C’est ainsi que le « Libertango » s’est soudain trouvé si proche des « Girls ». Les morceaux, expliquent les scientifiques, sont tous deux en mineur et incluent des motifs musicaux similaires.
De même, si « Moon over Bourbon Street » (de Sting lui-même) et « Green Onions » (de Booker T. and the M.G.’s) ont suscité des réactions similaires, c’est probablement parce qu’ils sont tous deux en Fa mineur, ont le même tempo et un rythme swing. Une inspection plus en profondeur a révélé que les éléments déterminant les similarités sont le mode (majeur ou mineur), le tempo, les motifs musicaux ainsi que les types d’orchestration.
Les méthodes employées dans cette expérience, d’après Levitin, « peuvent être utilisées pour étudier toutes sortes de choses : comment les athlètes organisent leurs pensées pour les mouvements corporels, comment les écrivains l’organisent pour créer leurs personnages, comment les peintres pensent les formes, les couleurs et l’espace. »
Toutefois, il ne faut pas oublier de prendre en compte que Sting a été le seul sujet étudié dans le cadre de ces expériences. Les associations relevées lui sont donc propres, de par sa qualité de musicien ainsi que de par sa subjectivité. « La réponse de Sting vient bien sûr d’expériences personnelles, nous explique Daniel Levitin. Mais les expériences personnelles sont tout ce que nous avons ! « Toutefois, un musicien professionnel associe la musique non seulement à ses souvenirs, mais aussi « à la clef, au tempo, au rythme, etc ».
De la même manière, des résultats (que l’étude n’a pas publiés car les chercheurs n’avaient pas assez de données pour les corréler) suggèrent qu’à l’écoute de ses propres compositions, « la zone du cerveau dans le cortex préfrontal, associée à la conscience de soi, était plus fortement activée ».

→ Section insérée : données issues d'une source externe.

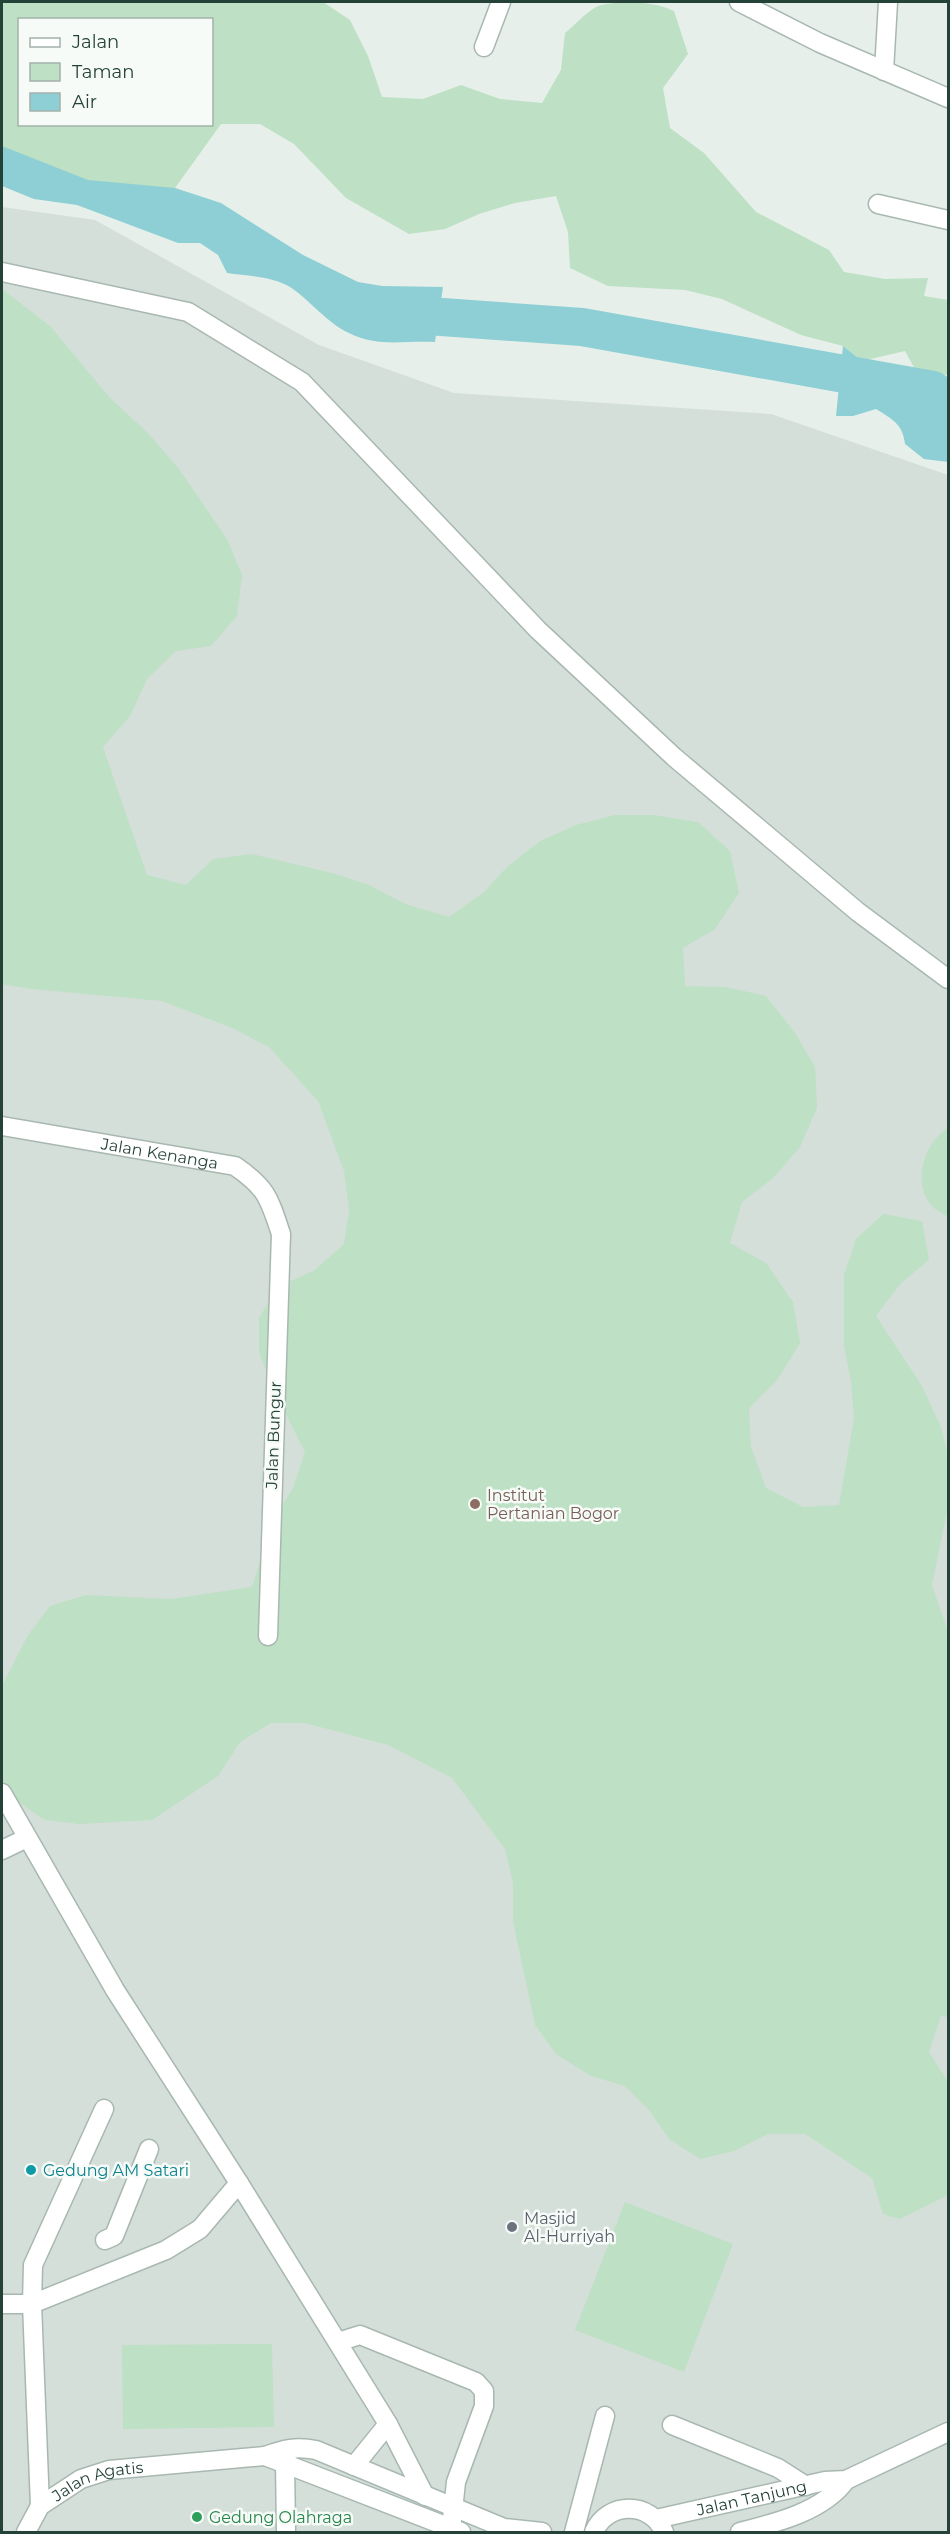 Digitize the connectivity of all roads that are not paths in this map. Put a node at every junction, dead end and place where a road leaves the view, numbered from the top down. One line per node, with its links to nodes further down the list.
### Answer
1 (501, 2): 4 (street)
2 (739, 2): 5 (street)
3 (888, 2): 5 (street)
4 (484, 47)
5 (884, 71): 6 (street)
6 (948, 98)
7 (878, 204): 8 (street)
8 (948, 220)
9 (2, 272): 10 (street)
10 (948, 979)
11 (2, 1126): 12 (street, Jalan Kenanga)
12 (281, 1234): 13 (street, Jalan Bungur)
13 (268, 1636)
14 (3, 1798): 15 (street)
15 (27, 1838): 16 (street); 19 (street)
16 (2, 1850)
17 (104, 2109): 22 (street)
18 (149, 2149): 20 (street)
19 (239, 2183): 22 (street); 23 (street)
20 (105, 2240)
21 (2, 2304): 22 (street)
22 (32, 2304): 33 (street)
23 (338, 2342): 25 (street); 34 (street)
24 (605, 2416): 41 (street)
25 (388, 2424): 29 (street); 32 (street)
26 (672, 2425): 31 (street)
27 (948, 2432): 30 (street, Jalan Tanjung)
28 (287, 2454): 29 (street); 33 (street, Jalan Agatis); 36 (street); 39 (street)
29 (354, 2466): 32 (street)
30 (846, 2480): 31 (street, Jalan Tanjung); 37 (street, Jalan Tanjung)
31 (806, 2486): 35 (street, Jalan Tanjung)
32 (425, 2496): 34 (street)
33 (40, 2506): 38 (street, Jalan Agatis)
34 (453, 2506): 36 (street); 40 (street)
35 (660, 2526): 42 (street)
36 (456, 2531)
37 (749, 2531)
38 (26, 2532)
39 (286, 2532)
40 (542, 2532)
41 (574, 2532)
42 (594, 2532) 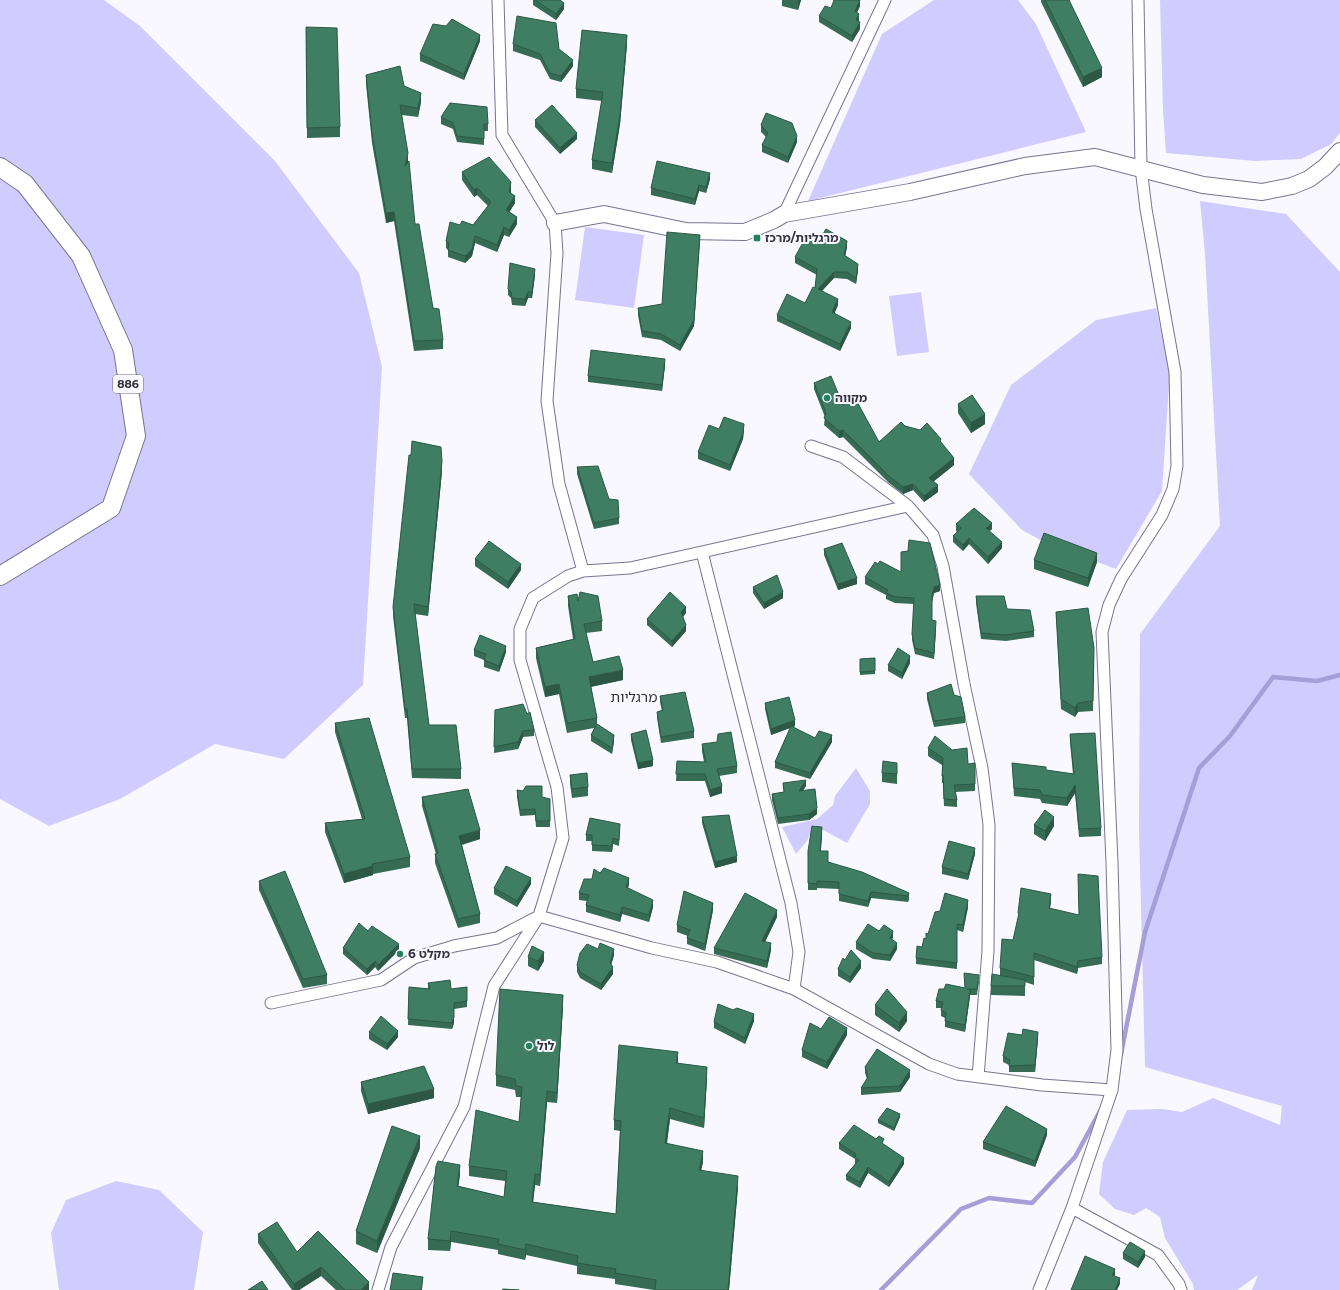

Ainsi, on a pu constater que la mélodie est chez lui plus importante que le rythme lorsqu’il s’imagine en train de composer. Et lorsque les chercheurs lui ont demandé pourquoi il n’assimilait les musiques d’ascenseur ni à de la musique classique, ni à de la pop, il leur a candidement répondu : “Cela ne me surprend pas. […] La Muzak (musique d’ascenseur), que je vois comme une malédiction, est quelque chose que je cherche à fuir. Si j’entends de la musique qui est convenue, ça ne m’intéresse simplement pas.”
Cette étude a été financée par le Conseil de recherches en sciences naturelles et en génie du Canada.
L’article « Measuring the representational space of music with fMRI: a case study with Sting », par Daniel J. Levitin et Scott T. Grafton, a été publié en ligne dans la revue Neurocase le 12 août 2016.